** Opening Study material block **

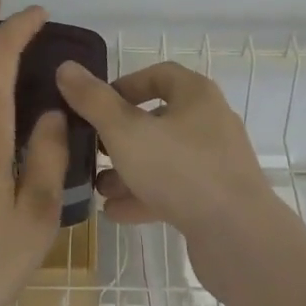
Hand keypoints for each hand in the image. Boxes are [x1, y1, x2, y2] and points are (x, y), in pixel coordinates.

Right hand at [55, 60, 279, 272]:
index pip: (159, 75)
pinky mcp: (216, 199)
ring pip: (164, 158)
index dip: (125, 85)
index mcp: (196, 95)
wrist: (239, 238)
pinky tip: (115, 213)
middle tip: (91, 149)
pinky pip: (174, 189)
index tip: (96, 104)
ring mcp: (216, 163)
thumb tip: (66, 67)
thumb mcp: (126, 131)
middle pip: (159, 119)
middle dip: (121, 135)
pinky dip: (145, 196)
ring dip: (130, 170)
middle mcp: (210, 122)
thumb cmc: (181, 170)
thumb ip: (94, 101)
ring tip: (97, 186)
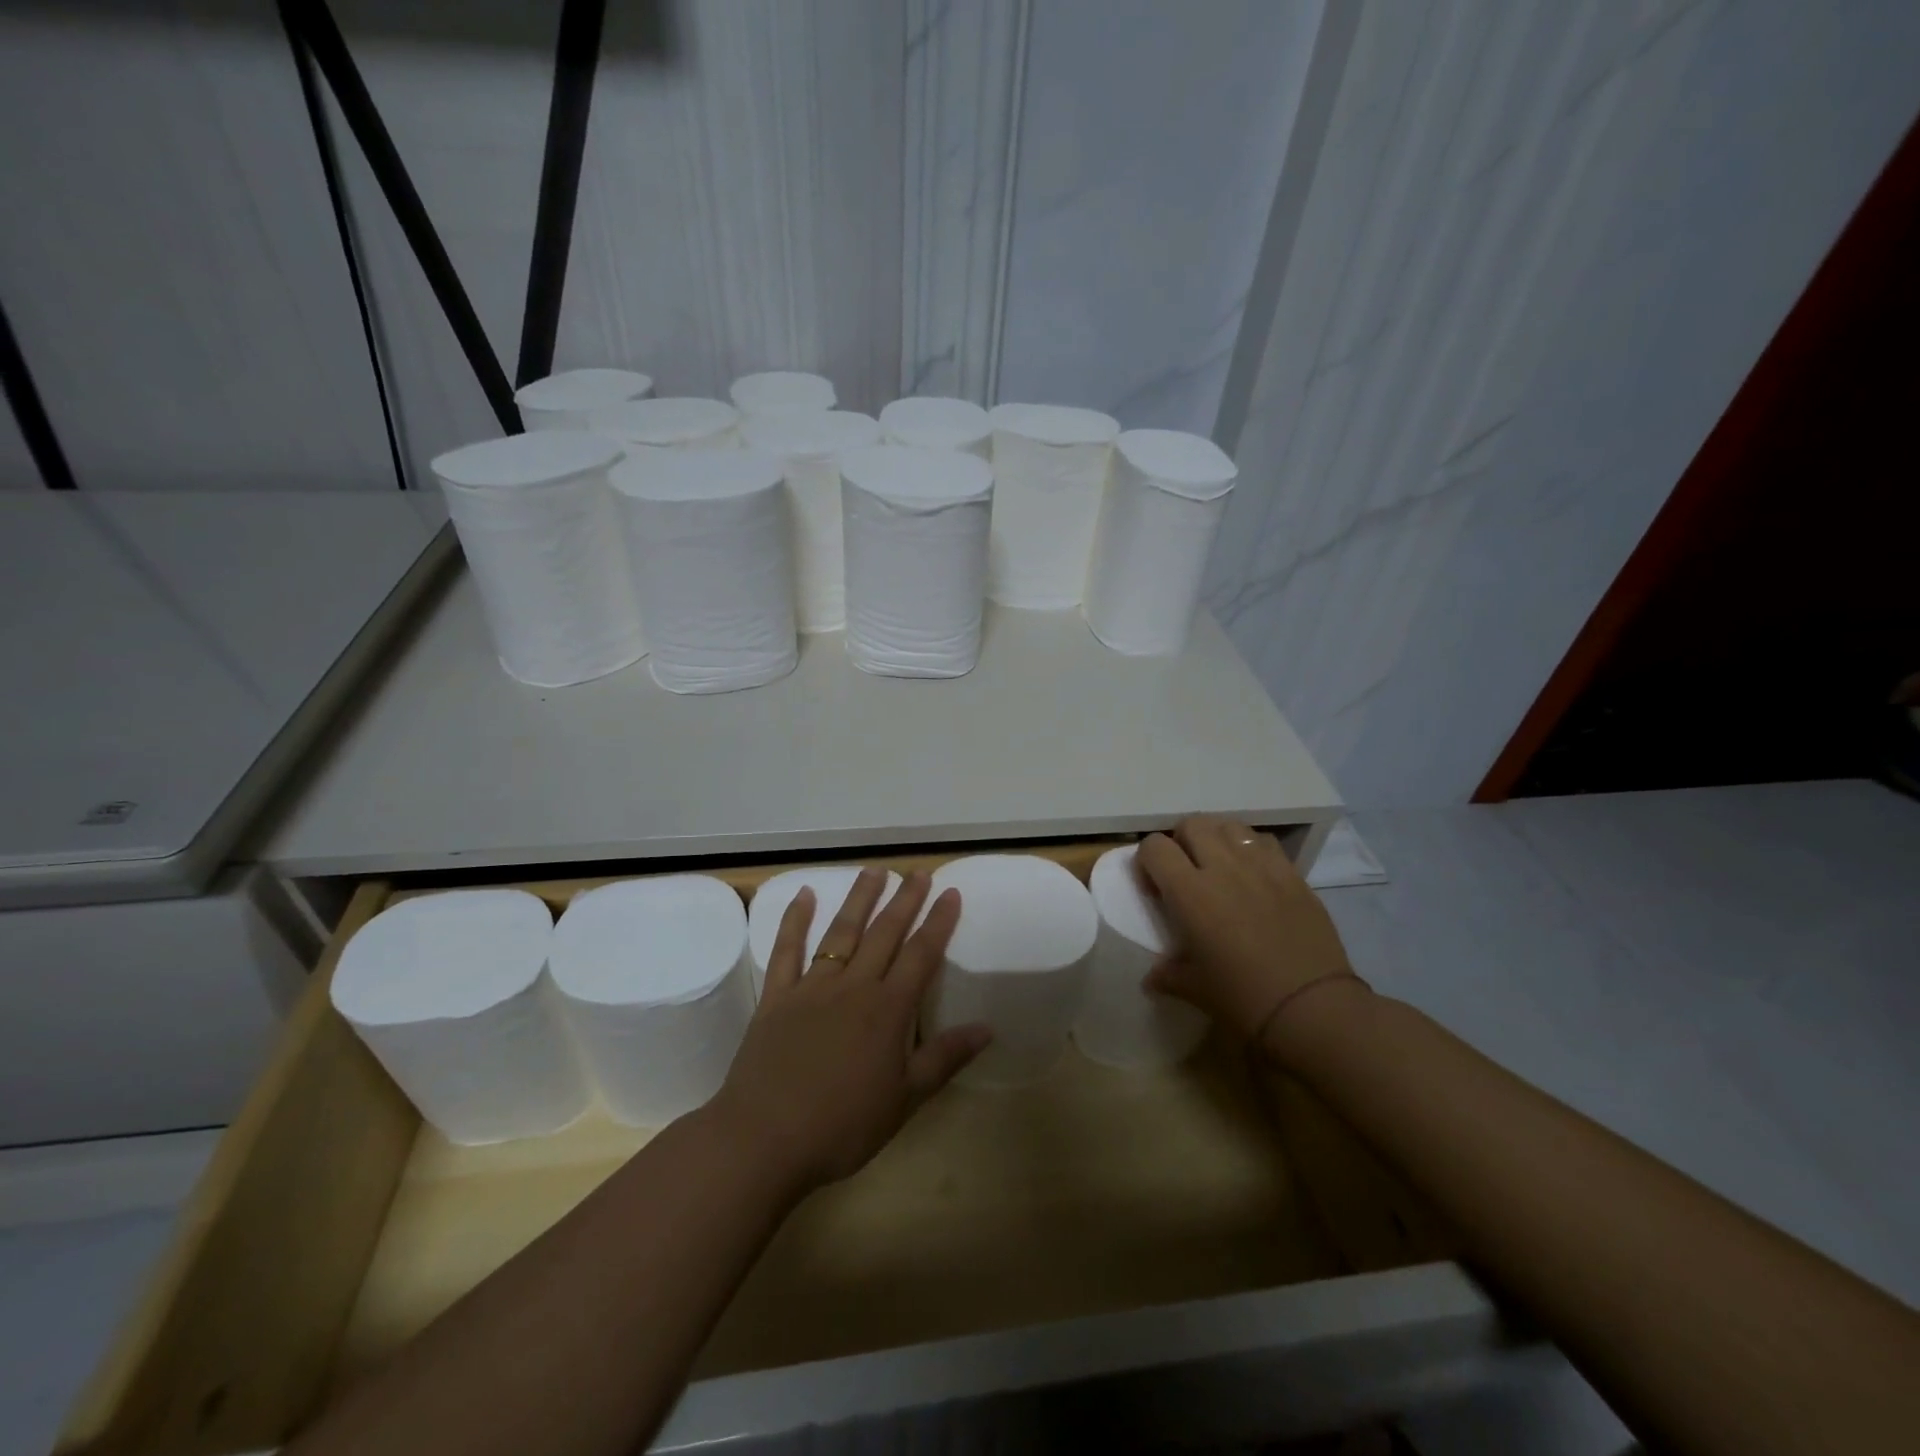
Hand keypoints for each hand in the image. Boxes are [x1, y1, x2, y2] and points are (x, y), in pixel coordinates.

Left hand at [709, 868, 990, 1197]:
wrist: (765, 1139)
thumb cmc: (843, 1125)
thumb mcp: (905, 1099)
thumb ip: (944, 1058)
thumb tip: (987, 1028)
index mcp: (888, 1009)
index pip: (920, 954)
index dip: (938, 922)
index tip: (950, 892)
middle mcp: (853, 986)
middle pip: (885, 933)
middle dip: (905, 900)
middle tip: (918, 872)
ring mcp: (812, 987)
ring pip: (842, 932)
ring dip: (860, 899)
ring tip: (875, 871)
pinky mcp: (777, 997)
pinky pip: (786, 950)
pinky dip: (794, 921)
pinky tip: (804, 895)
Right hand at [1135, 816, 1360, 1052]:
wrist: (1313, 1008)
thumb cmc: (1244, 999)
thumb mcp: (1195, 989)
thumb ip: (1168, 974)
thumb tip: (1152, 978)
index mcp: (1190, 892)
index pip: (1154, 847)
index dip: (1147, 861)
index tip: (1155, 889)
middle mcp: (1223, 867)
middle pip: (1191, 824)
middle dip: (1181, 841)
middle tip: (1186, 872)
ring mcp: (1261, 866)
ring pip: (1229, 826)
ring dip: (1216, 839)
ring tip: (1219, 866)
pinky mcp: (1292, 874)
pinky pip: (1264, 842)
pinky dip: (1251, 849)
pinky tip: (1253, 875)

** Closing Study material block **

* **The problem**: Here the job is to output the lines from the top of the listing through the line holding "ring mcp: (1261, 866)", word for word and without pictures.

* **Exercise solution**:
Hand keypoints for each hand in the image. Boxes are [x1, y1, x2, y2] and points are (x, y), in pixel coordinates.

Right hand at [55, 60, 279, 272]:
index pip: (159, 75)
pinky mcp: (216, 199)
ring pip: (164, 158)
index dip: (125, 85)
index mcp: (196, 95)
wrist: (239, 238)
pinky tip: (115, 213)
middle tip: (91, 149)
pinky pip: (174, 189)
index tip: (96, 104)
ring mcp: (216, 163)
thumb tip: (66, 67)
thumb mcp: (126, 131)
middle pip: (159, 119)
middle dip: (121, 135)
pinky dip: (145, 196)
ring dip: (130, 170)
middle mcp: (210, 122)
thumb cmc: (181, 170)
thumb ip: (94, 101)
ring tip: (97, 186)
Hand keypoints for each hand in the image. Boxes are [x1, y1, x2, y2] and points are (x, y), in pixel coordinates.

Left hand at [709, 868, 990, 1197]:
wrist: (765, 1139)
thumb cmc: (843, 1125)
thumb mcp: (905, 1099)
thumb ip: (944, 1058)
thumb tip: (987, 1028)
index mcp: (888, 1009)
index pip: (920, 954)
index dip: (938, 922)
index tip: (950, 892)
middle mcp: (853, 986)
middle pip: (885, 933)
middle dip: (905, 900)
middle tip: (918, 872)
ring mcp: (812, 987)
ring pip: (842, 932)
ring dip: (860, 899)
ring tip: (875, 871)
pinky mcp: (777, 997)
pinky pip: (786, 950)
pinky dip: (794, 921)
pinky tip: (804, 895)
Right hand at [1135, 816, 1360, 1052]:
wrist: (1313, 1008)
thumb cmc: (1244, 999)
thumb mcp: (1195, 989)
thumb ip: (1168, 974)
thumb tip: (1152, 978)
index mcp: (1190, 892)
index pip: (1154, 847)
index dip: (1147, 861)
index tip: (1155, 889)
middle mcp: (1223, 867)
middle pip: (1191, 824)
middle dip: (1181, 841)
middle tip: (1186, 872)
ring mcp: (1261, 866)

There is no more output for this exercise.